The Coldest Winter Ever
Sister Souljah
ISBN 0-7432-7010-X
Washington Square Press, 1999
Urban Fiction

Winter learned to hustle from the best, will it be enough to keep her alive?


Winter Santiaga has it all: the looks, the money, the power, and the home. These are the things that matter to Winter. Winter’s father, Ricky, is a successful gangster in New York, who taught his wife and children the art of hustling. But the the Santiagas’ world is quickly turned upside down beginning with a shooting where the mother is shot in the face.  Mrs. Santiaga is destroyed by wound; her beauty is ruined and she forms an addiction to painkillers. Santiaga is arrested along with most of his street army. With no one to turn to and limited reserves of money and resources the Santiaga family implodes. Winter’s sisters, Mercedes, Porsche, and Lexus, are snapped up by child welfare and sent to foster homes, but Winter evades the system, ever a hustler. She lives with an older man for a while, followed by a stint with an aunt. At her aunt’s she is reported to child welfare and placed in the House of Success, a group home for girls.

She continues hustling at the home, employing Simone, a friend from Brooklyn to steal items that she re-sells to the House of Success residents. Simone, pregnant, is arrested and Winter refuses to put up bail. Simone is released and brings a crew of girls to the House of Success to beat Winter up. Winter escapes and runs away, but Simone falls and eventually miscarries. Another resident of the House of Success advises winter to stay away and takes her to a “friend’s” house for refuge.

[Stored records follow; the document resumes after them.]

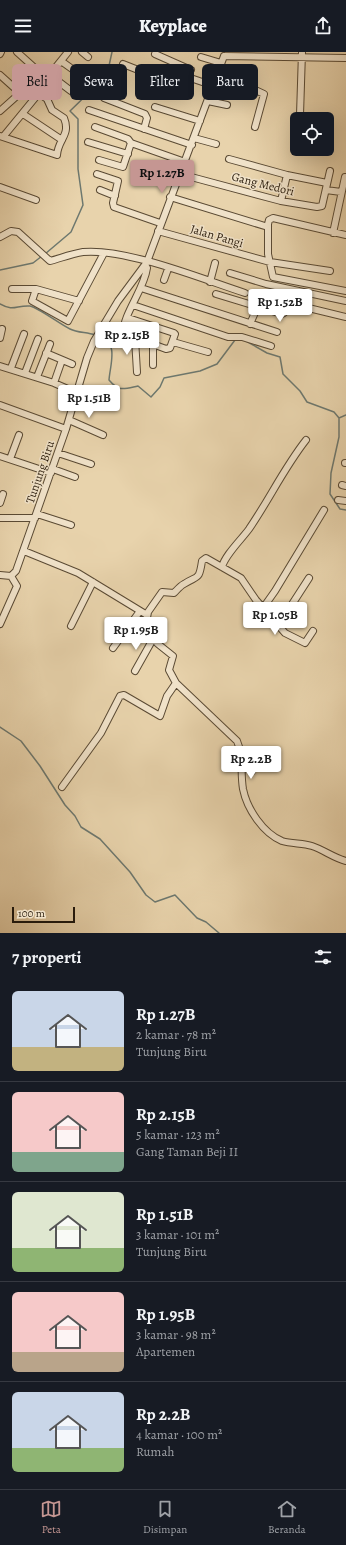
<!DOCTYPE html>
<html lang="id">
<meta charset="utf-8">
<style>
body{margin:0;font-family:Alegreya,serif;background:#242831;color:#f1f3f6;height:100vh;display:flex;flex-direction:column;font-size:15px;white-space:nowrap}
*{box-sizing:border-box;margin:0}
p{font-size:13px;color:#9ea1a6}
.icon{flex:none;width:22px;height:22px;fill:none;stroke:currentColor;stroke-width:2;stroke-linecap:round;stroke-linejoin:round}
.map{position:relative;height:881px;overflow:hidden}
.details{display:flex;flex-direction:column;background:#171b24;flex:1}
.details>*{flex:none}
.hud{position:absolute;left:12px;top:12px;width:322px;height:36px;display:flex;gap:8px}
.controls{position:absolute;left:290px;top:60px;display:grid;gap:8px}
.controls a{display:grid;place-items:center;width:44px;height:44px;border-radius:6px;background:#171b24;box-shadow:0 4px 16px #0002;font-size:20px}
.scale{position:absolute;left:12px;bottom:10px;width:63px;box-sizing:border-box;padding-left:4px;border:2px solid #2a1c0c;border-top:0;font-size:11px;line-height:14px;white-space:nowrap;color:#2a1c0c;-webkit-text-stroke:3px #f0e2c9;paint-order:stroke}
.price{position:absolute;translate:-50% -34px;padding:0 9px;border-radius:4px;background:#fff;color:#222;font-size:13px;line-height:26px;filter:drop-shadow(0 1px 2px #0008)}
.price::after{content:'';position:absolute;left:50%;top:24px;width:12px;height:9px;margin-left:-6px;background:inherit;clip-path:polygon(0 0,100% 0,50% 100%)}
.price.on{background:#c59692;color:#111}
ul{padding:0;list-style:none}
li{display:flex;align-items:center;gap:12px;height:100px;padding:0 12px}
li+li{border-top:1px solid #363941}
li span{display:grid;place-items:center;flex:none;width:112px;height:80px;border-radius:6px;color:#555}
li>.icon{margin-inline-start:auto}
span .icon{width:48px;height:48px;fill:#fffc;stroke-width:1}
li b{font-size:17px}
h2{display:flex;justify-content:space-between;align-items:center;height:48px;padding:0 12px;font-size:17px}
.chip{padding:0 14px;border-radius:6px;background:#171b24;box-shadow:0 4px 16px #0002;font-size:14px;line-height:36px}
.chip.on{background:#c59692;color:#111}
header{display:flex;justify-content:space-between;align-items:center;height:52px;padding:0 12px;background:#171b24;font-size:18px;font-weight:800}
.tab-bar{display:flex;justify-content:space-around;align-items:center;height:56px;border-top:1px solid #363941;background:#171b24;font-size:11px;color:#9ea1a6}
.tab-bar a{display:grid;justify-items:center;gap:2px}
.tab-bar .on{color:#c59692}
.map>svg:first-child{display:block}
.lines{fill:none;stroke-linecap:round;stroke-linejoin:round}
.stream{stroke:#6d786f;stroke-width:1.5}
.minor-casing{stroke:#5a4a34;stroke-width:8}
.minor{stroke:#f0e2c9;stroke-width:6}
.labels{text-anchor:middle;stroke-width:3;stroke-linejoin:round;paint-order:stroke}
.street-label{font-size:12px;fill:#2a1c0c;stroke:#f0e2c9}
</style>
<header><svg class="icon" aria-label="menu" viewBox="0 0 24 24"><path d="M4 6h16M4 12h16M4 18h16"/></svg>Keyplace<svg class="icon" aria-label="share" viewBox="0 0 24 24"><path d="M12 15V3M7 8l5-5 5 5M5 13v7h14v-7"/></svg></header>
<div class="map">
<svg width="346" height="881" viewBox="0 0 346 881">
<rect width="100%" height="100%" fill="#e8d3ac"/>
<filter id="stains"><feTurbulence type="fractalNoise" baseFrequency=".005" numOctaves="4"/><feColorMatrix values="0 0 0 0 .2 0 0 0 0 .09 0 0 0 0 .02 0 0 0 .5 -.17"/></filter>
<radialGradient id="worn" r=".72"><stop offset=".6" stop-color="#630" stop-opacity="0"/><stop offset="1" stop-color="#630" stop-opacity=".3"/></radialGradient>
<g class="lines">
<path class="stream" d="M45,202L71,180L83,153L78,117V67L70,59L107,23L112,0
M0,218L33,211L42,204
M0,252C14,260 16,253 30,254C39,256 61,273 70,277C78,281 87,280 95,283
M100,284C119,291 110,313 109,328C119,340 124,337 138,334L151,345L160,335L164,326L200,319L217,312L235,288
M246,289L267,301L280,305L283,322L300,339L307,350L334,360L339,366V385L331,421L330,442L340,457L346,458
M339,366L346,363
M0,675L21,689L40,714L65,753L75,764L81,775L100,787L130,820L146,843L155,850L175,843L197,866L206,870L219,881"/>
<g class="minor-casing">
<path id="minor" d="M17,0L37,18
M82,0L88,5
M0,2L1,0
M155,2L191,18
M224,4L346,6
M201,5L221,11
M61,9L82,24
M123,12L184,36L190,26
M167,18L214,34
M0,23L20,41
M50,23L71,39
M217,26L249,35L264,42L255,75
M114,29L104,46L145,62L147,66L144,77
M146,35L151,22
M39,36L68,0
M213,36L230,40
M208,49L227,53
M155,55L200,69
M89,58L192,93
M0,59L28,34L47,47L52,58L64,66C71,83 58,87 57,103L0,84
M23,62L62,88
M300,63L302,0
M95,75L128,87L131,91L185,110
M3,85L39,41
M194,86L216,92
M88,90L128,102
M229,107L287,123
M99,108L123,115L131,91
M97,122L118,129L113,151L114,155L160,171
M180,122L281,149L317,155L322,154L330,119
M0,135L36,148
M100,138L115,144
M326,138L341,140
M170,145L268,175
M281,149L287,123L327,131
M158,179L270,210L330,219
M333,181L345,125
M346,183L273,166L269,168L268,172V202L273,225L346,239
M0,185L11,179L18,180L50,209C61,206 71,202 83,200C126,196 202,227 245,241
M230,221L266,232L346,249
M164,228L168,217
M210,230L215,211
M141,236L277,280
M12,237H36L79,249
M36,237L32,249L68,269L104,201
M216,242L282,262L284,261L286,253L288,251L346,265
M133,253L228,285H242L271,294
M128,266L174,281L175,282L170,296L166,297L123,281C124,260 144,238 147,216L145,213
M250,272L257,256
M0,286L2,277
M135,287L137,320
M173,290L208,300
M153,293V313
M46,301L72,312
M0,314L54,331L77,341
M11,316L24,282
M25,321L38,287
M37,325L50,292
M54,331L62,308
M0,353L66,377
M69,368L103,383
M58,401L91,412
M0,404L51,421
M10,407L19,383
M345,411H346
M53,417L75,425
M342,433L346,434
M338,448L346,449
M0,451L3,442
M37,462L71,473
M0,466H35
M24,499L78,521L147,563
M222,515C225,503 241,488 249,477C269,448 284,416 306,388
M0,523L11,524L16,519L66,377L87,306L94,289L118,249L147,210L224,4
M263,556L275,539L324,458
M0,572L17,534L11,524
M71,574L93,530
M278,574L309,526
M313,579L305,591L285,581L256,548L241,526L206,506L202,509C199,529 198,523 184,532C180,534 177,538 174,541L162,540L148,560L145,577L158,592L173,604L169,618L176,631L237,689C244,705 240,719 243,737C247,757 263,781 282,789C292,792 303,791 312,794C324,798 334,806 346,809
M113,596L140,559
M135,619L153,587
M241,713L252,719
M62,735L101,681L120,644L124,643L160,664L167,644L176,631"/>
</g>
<use href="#minor" class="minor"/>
</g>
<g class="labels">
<g class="street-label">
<text transform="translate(263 132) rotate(14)" y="4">Gang Medori</text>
<text transform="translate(217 184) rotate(16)" y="4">Jalan Pangi</text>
<text transform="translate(40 420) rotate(-71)" y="4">Tunjung Biru</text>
</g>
</g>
<rect width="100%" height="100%" filter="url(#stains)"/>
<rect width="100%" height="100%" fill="url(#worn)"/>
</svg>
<div class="controls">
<a><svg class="icon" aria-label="locate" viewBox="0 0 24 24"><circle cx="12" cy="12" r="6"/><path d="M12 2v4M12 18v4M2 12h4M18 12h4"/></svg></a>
</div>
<div class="scale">100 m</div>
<b class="price on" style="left:162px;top:142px">Rp 1.27B</b>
<b class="price" style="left:280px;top:271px">Rp 1.52B</b>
<b class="price" style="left:127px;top:304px">Rp 2.15B</b>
<b class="price" style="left:89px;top:367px">Rp 1.51B</b>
<b class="price" style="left:275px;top:584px">Rp 1.05B</b>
<b class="price" style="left:136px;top:599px">Rp 1.95B</b>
<b class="price" style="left:251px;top:728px">Rp 2.2B</b>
<div class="hud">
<a class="chip on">Beli</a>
<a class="chip">Sewa</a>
<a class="chip">Filter</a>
<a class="chip">Baru</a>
</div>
</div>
<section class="details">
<h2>7 properti<svg class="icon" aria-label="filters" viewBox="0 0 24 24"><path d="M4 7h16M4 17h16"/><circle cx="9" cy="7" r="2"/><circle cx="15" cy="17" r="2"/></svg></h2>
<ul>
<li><span style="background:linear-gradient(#c9d6e8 70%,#c2b280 0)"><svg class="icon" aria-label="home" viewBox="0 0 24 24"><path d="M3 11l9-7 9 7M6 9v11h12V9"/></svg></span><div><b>Rp 1.27B</b><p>2 kamar · 78 m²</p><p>Tunjung Biru</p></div></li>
<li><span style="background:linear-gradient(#f6c9c9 75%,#7fa58c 0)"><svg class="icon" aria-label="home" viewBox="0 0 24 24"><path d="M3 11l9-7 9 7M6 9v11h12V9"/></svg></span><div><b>Rp 2.15B</b><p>5 kamar · 123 m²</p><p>Gang Taman Beji II</p></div></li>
<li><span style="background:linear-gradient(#dfe7d0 70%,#8fb573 0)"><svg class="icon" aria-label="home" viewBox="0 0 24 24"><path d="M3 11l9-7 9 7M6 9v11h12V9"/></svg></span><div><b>Rp 1.51B</b><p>3 kamar · 101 m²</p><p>Tunjung Biru</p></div></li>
<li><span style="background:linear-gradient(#f6c9c9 75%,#b9a48a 0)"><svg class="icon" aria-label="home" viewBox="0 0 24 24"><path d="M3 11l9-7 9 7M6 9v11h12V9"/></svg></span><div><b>Rp 1.95B</b><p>3 kamar · 98 m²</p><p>Apartemen</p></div></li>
<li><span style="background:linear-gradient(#c9d6e8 70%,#8fb573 0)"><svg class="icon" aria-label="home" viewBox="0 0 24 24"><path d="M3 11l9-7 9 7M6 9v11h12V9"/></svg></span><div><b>Rp 2.2B</b><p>4 kamar · 100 m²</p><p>Rumah</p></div></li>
</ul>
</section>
<nav class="tab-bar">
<a class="on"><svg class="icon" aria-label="map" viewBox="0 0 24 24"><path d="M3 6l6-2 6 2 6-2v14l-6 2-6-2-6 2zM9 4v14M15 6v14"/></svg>Peta</a>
<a><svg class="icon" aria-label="saved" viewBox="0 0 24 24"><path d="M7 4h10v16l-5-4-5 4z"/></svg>Disimpan</a>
<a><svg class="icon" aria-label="home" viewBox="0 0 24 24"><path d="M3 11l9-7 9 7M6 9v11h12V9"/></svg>Beranda</a>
</nav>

It turns out this friend is Sister Souljah, a political activist whose message Winter despises. Even with an opportunity to grow and perhaps change her destructive path, Winter continues on the road to self destruction. She hustles those who want to help her. Unfortunately, Winter’s hustle at Souljah’s fails when Souljah’s sister switches their bags, leaving Winter with nothing. Forced to leave Souljah’s house, Winter runs into Bullet, a man she dated previously. They rekindle, after all, Winter needs a place to go. Bullet arranges a big, final hustle that will allow he and Winter to set out on their own. The deal is a bust, Winter lands in jail and Bullet walks free.

Prison. This had to be where Winter was headed all her life. She is joined by friends and family from Brooklyn, everybody she knows is there. Released on a pass to attend her mother’s funeral, Winter reunites with her sisters, the eldest of whom is just like Winter. It is not until the very end of The Coldest Winter Ever that Winter realizes her mistakes and learns a lesson or two.


The Coldest Winter Ever was kind of like a relentless tapping on your shoulder. Not painful, but definitely annoying. Winter is awful, but you still root for her as she makes bad choices again and again. Witnessing her downward spiral is painful and emotional. She has no respect for herself and thus gains little from others. Sister Souljah effectively illustrates the problems of crime and the cycle of crime, abuse, and beliefs that the Santiaga family is absorbed by.

Curriculum Ties:

An interesting English class assignment would be to pair this novel with another epic family tale, something more conventional such as 100 Years of Solitude by Marquez.


Explicit sex, language, violence, crime.

This is an adult novel, so challenges to it might be rare. I would not shelve it in a YA section. Should a challenge arise from a teen reading the novel, (or any other reason), ask the challenger to read the entire novel and think about the message that Souljah is trying to communicate. Highlight the important place that The Coldest Winter Ever holds in the urban fiction genre and the role that this genre can play in the reading lives of urban youth.

Selection Rationale:

The Coldest Winter Ever is cited again and again as a groundbreaking novel. It is a classic in the urban lit genre.

“Although the novels writing is amateurish, the message is sincere.” – Library Journal

The Coldest Winter Ever is a fast-moving, impeccably brilliant account of choices and consequences within the urban hip-hop culture. Sister Souljah writes eloquently with expressive insights and language of youth. Amidst the crisis and cruelty of inner city poverty and seemingly insurmountable struggles, Sister Souljah’s voice is one of grace and unmistakable clarity in one young woman’s coming-of-age story.” – Magill Book Reviews


Read the final paragraph, Winter on her sister, page 284.

Construct an opinion of Winter from Midnight’s point of view.

About the Author:

Sister Souljah, born in the Bronx, is an activist, musician, author, performer, and film producer. She is the author of three books. Souljah lectures on many topics about relationships, self-esteem, and rights in the African-American community, as well as diversity and coalition building.